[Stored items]
####

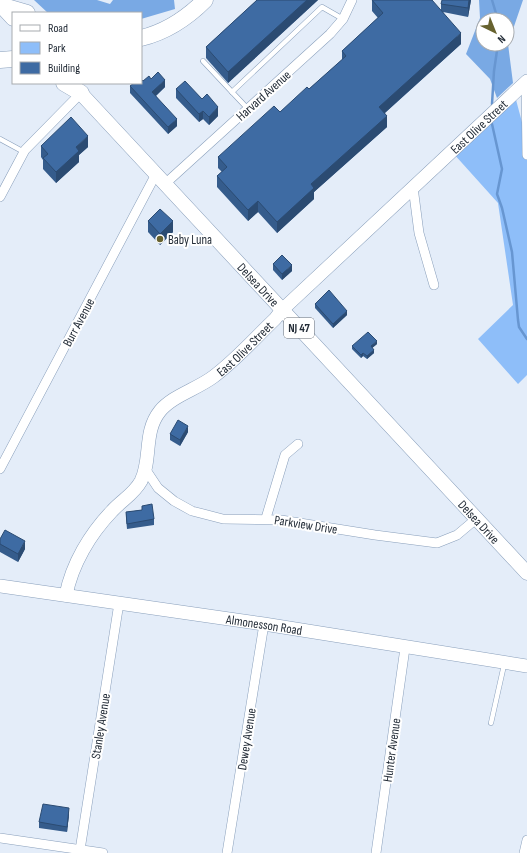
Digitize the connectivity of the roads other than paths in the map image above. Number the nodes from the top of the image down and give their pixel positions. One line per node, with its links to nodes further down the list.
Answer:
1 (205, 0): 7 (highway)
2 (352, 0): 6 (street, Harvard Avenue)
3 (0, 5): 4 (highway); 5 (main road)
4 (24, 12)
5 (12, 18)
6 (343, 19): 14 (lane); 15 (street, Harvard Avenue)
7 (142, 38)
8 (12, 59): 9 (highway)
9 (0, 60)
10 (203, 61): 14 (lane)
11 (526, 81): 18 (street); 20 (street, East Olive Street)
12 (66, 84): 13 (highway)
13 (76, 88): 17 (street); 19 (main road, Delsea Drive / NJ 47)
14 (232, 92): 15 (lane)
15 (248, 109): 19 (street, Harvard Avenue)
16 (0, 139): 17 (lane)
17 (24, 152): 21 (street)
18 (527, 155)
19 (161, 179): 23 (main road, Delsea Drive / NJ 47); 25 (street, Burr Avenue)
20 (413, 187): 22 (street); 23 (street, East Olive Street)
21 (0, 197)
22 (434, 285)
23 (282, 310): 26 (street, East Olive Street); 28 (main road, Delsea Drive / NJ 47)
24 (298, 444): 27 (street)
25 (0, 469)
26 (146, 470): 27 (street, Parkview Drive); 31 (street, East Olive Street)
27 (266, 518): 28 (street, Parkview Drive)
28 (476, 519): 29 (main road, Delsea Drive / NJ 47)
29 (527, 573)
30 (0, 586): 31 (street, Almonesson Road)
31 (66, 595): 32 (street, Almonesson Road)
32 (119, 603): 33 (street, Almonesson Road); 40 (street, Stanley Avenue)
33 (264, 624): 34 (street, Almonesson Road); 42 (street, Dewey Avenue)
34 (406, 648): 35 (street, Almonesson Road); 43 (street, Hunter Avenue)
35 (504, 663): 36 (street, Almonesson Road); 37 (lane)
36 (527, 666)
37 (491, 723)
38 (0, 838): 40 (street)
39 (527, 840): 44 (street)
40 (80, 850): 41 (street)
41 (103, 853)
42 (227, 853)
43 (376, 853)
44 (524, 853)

####

- _Task description_
Return a copy of each line in the entries that contains "Parkview".

- _Result below_
26 (146, 470): 27 (street, Parkview Drive); 31 (street, East Olive Street)
27 (266, 518): 28 (street, Parkview Drive)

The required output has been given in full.